Testemunhos

“A Oficina Yoga não é, nem um spa luxuoso onde esperamos ser tratados como reis, nem um ginásio barulhento, onde embarcamos num processo de histeria coletiva ou confiamos o nosso corpo a máquinas, como se ele fosse também uma máquina, separado da nossa consciência.

Não sendo nada disto, a Oficina Yoga é um espaço simples onde encontramos tudo o que precisamos para recuperar o equilíbrio psíquico, restabelecendo o contacto, tantas vezes quebrado no nosso quotidiano, entre a mente e o corpo. Aí não somos tratados como reis, mas sim respeitados e acarinhados como seres humanos, por uma grande profissional, a professora Isabel Oliveira, que nos ensina a praticar o Yoga de uma forma saudável. Sempre atenta às necessidades individuais de cada pessoa, a Isabel empenha-se na nossa evolução (por vezes mais do que nós próprios nos empenhamos!). A expressão favorita que usa, depois de cada instrução que dá é: “Mais, mais!”. No entanto, deixa espaço para progredirmos no ritmo que escolhemos ou que determinadas circunstâncias da vida nos vão impondo.

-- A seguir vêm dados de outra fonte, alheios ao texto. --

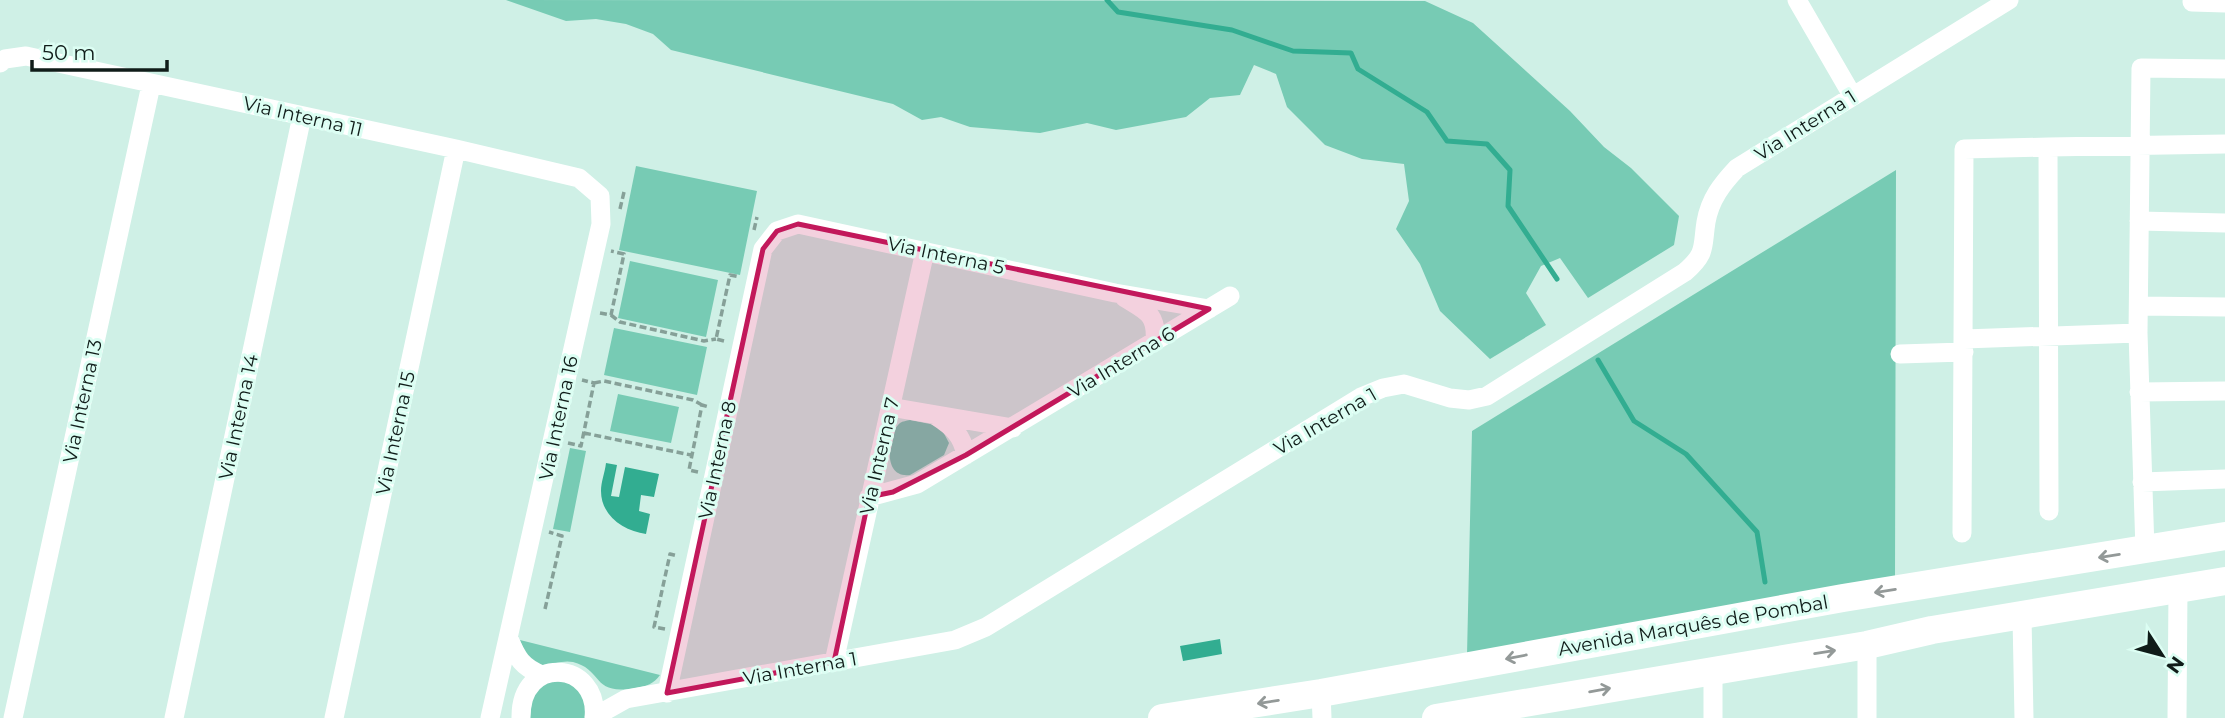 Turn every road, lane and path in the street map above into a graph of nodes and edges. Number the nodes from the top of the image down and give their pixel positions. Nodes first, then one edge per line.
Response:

Na simplicidade ditada pelo bom gosto que carateriza a Oficina está a marca principal da espiritualidade do seu fundador, um grande mestre de Yoga que todos conhecem em Braga, o Professor Oliveira. A herança que transmitiu à sua discípula Isabel manifesta-se também num aspeto moral – um certo tipo de humildade exemplar que ambos partilham. Trata-se da humildade de quem acredita que as suas competências podem sempre ser alargadas e, por isso, não estagna, esforçando-se continuamente para evoluir mais e mais, tal como incentiva os seus alunos a fazer.”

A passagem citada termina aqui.